- [Work task]: Your response should contain each line of the data that includes "Марины".

- [Source material]:

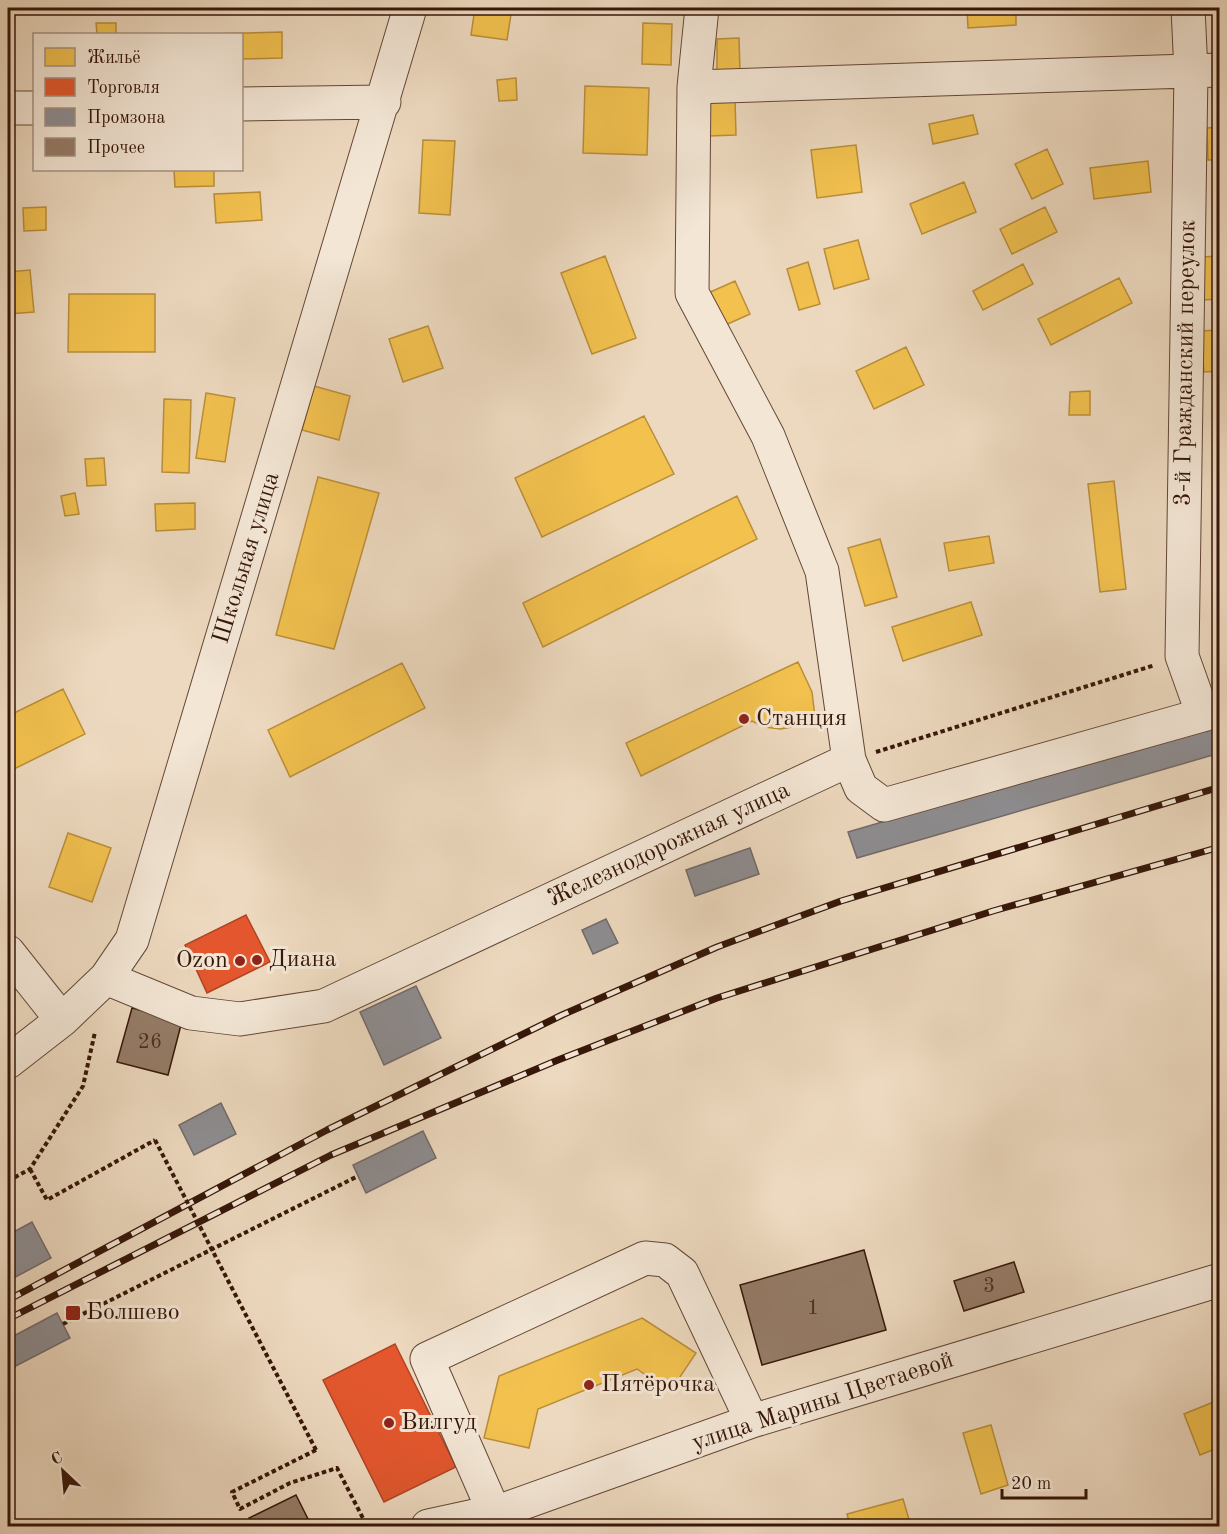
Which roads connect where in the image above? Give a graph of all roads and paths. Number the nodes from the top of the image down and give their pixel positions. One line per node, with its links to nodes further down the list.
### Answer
1 (410, 8): 6 (street, Школьная улица)
2 (702, 8): 5 (street)
3 (1188, 8): 4 (street, 3-й Гражданский переулок)
4 (1205, 71): 5 (street); 10 (street, 3-й Гражданский переулок)
5 (694, 87): 12 (street)
6 (384, 102): 7 (street); 14 (street, Школьная улица)
7 (243, 104)
8 (8, 108): 9 (street)
9 (33, 108)
10 (1182, 656): 11 (street, 3-й Гражданский переулок); 12 (path)
11 (1211, 712): 12 (street)
12 (849, 760): 14 (street, Железнодорожная улица)
13 (8, 952): 15 (street)
14 (106, 978): 15 (street, Школьная улица); 17 (path)
15 (62, 1020): 16 (street, Школьная улица)
16 (8, 1062)
17 (30, 1169): 19 (path); 20 (path, bridge)
18 (358, 1176): 20 (path)
19 (8, 1181)
20 (211, 1248): 22 (path); 25 (path, bridge)
21 (1220, 1280): 23 (street, улица Марины Цветаевой)
22 (63, 1324)
23 (752, 1421): 24 (street, улица Марины Цветаевой); 24 (street)
24 (494, 1512): 26 (street, улица Марины Цветаевой)
25 (367, 1527)
26 (428, 1527)

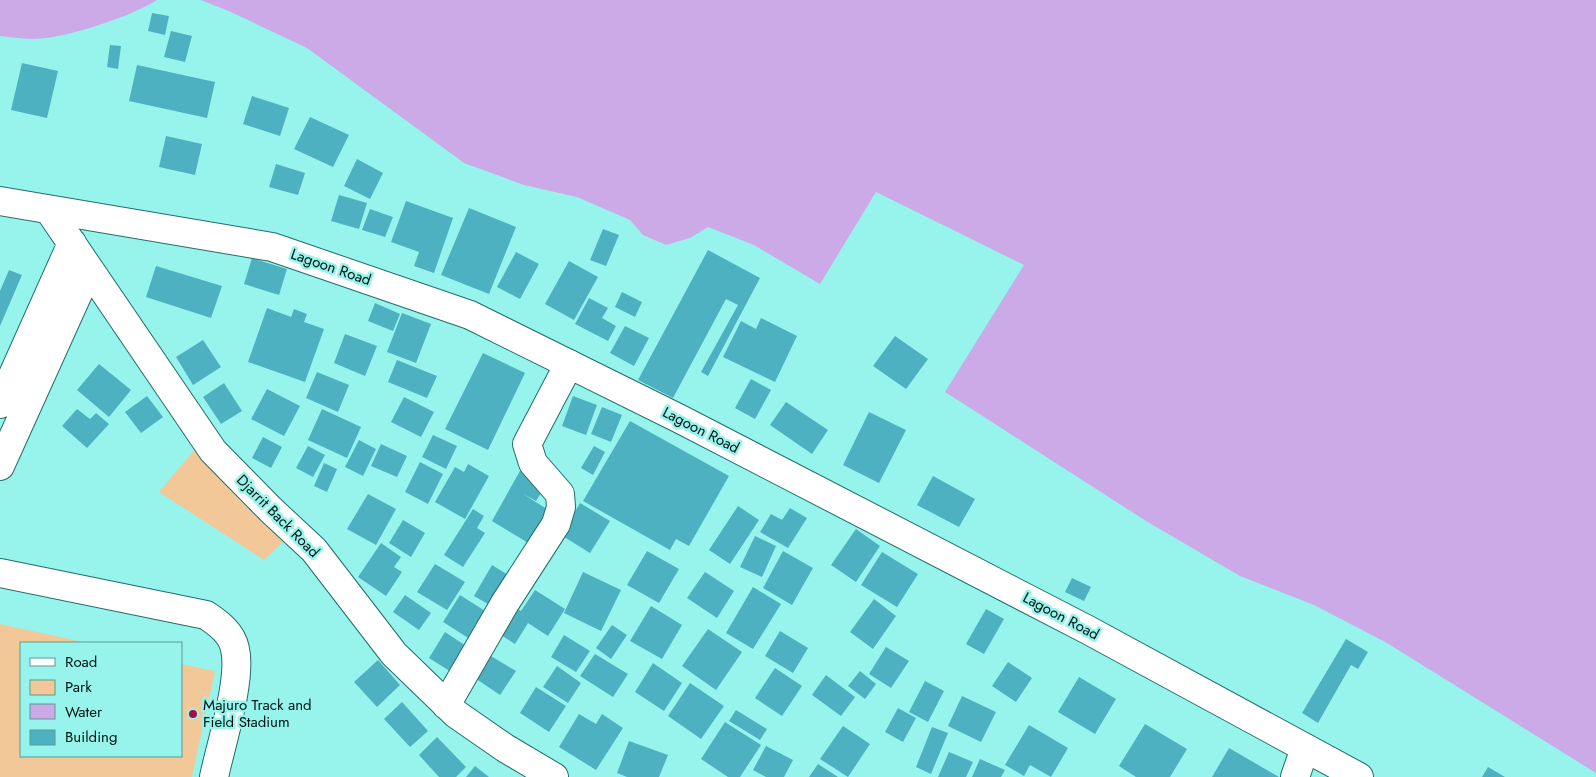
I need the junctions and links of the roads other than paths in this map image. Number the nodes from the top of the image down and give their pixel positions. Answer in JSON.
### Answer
{"nodes":[{"id":1,"x":0,"y":201,"type":"edge"},
{"id":2,"x":49,"y":210,"type":"junction"},
{"id":3,"x":72,"y":243,"type":"junction"},
{"id":4,"x":89,"y":269,"type":"junction"},
{"id":5,"x":569,"y":364,"type":"junction"},
{"id":6,"x":0,"y":404,"type":"edge"},
{"id":7,"x":0,"y":466,"type":"edge"},
{"id":8,"x":0,"y":573,"type":"edge"},
{"id":9,"x":446,"y":705,"type":"junction"},
{"id":10,"x":1305,"y":748,"type":"junction"},
{"id":11,"x":214,"y":777,"type":"edge"},
{"id":12,"x":554,"y":777,"type":"edge"},
{"id":13,"x":1295,"y":777,"type":"edge"},
{"id":14,"x":1359,"y":777,"type":"edge"}],
"edges":[{"from":1,"to":2,"type":"main road","name":"Lagoon Road"},
{"from":2,"to":3,"type":"main road","name":"Djarrit Back Road"},
{"from":2,"to":5,"type":"main road","name":"Lagoon Road"},
{"from":3,"to":4,"type":"main road","name":"Djarrit Back Road"},
{"from":3,"to":6,"type":"main road"},
{"from":4,"to":7,"type":"main road"},
{"from":4,"to":9,"type":"main road","name":"Djarrit Back Road"},
{"from":5,"to":9,"type":"main road"},
{"from":5,"to":10,"type":"main road","name":"Lagoon Road"},
{"from":8,"to":11,"type":"main road"},
{"from":9,"to":12,"type":"main road","name":"Djarrit Back Road"},
{"from":10,"to":13,"type":"main road"},
{"from":10,"to":14,"type":"main road","name":"Lagoon Road"}]}
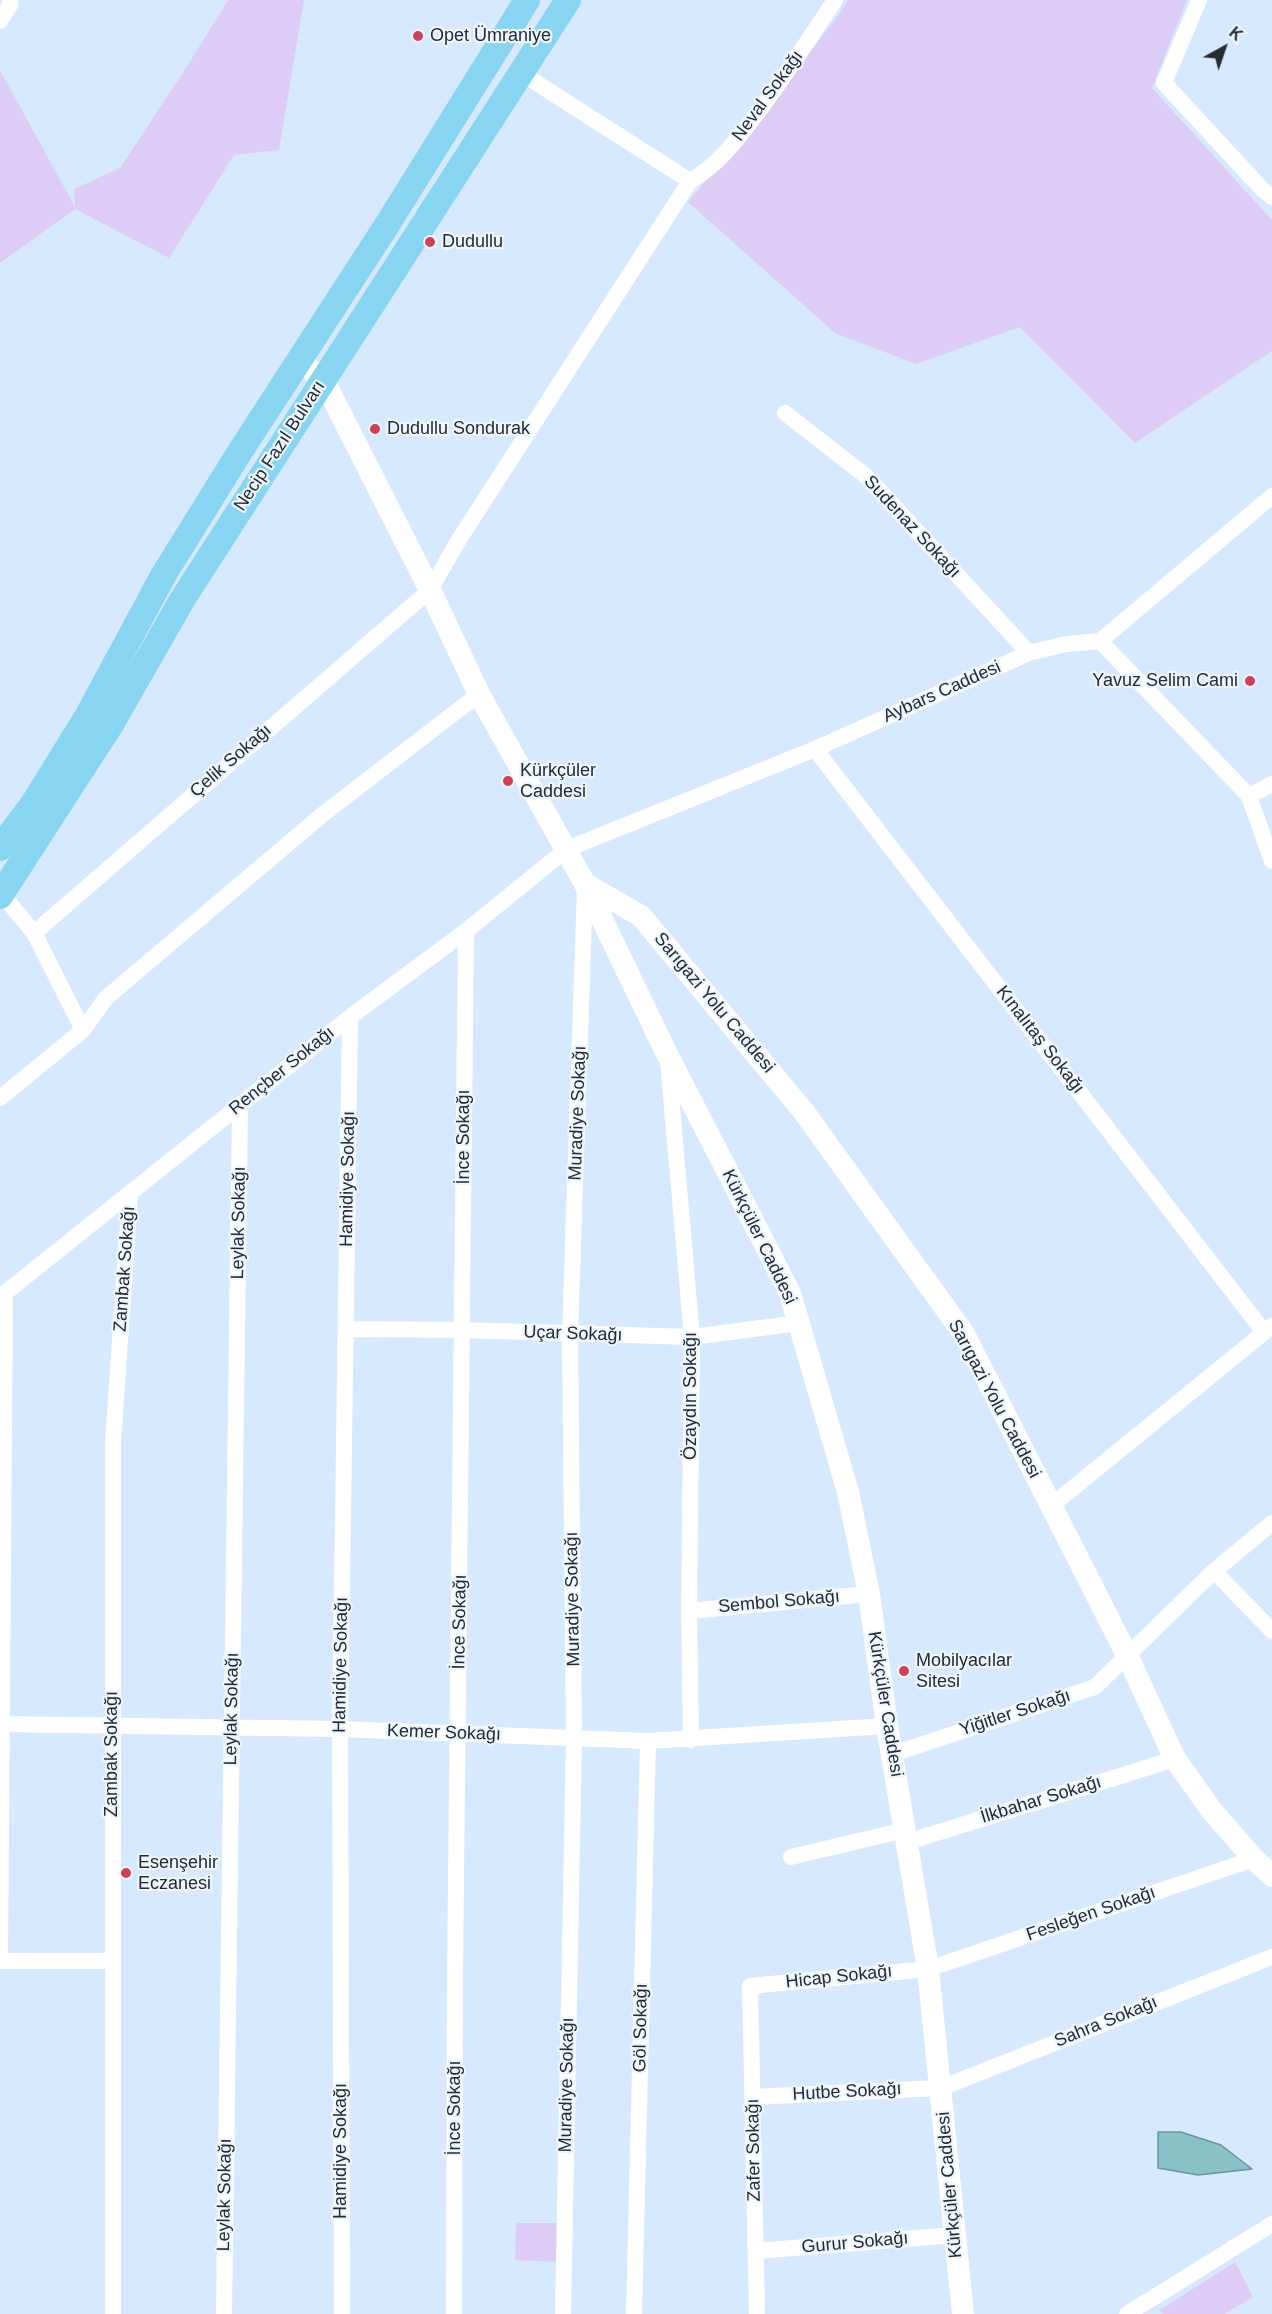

- [Solution to the problem]:
21 (1220, 1280): 23 (street, улица Марины Цветаевой)
23 (752, 1421): 24 (street, улица Марины Цветаевой); 24 (street)
24 (494, 1512): 26 (street, улица Марины Цветаевой)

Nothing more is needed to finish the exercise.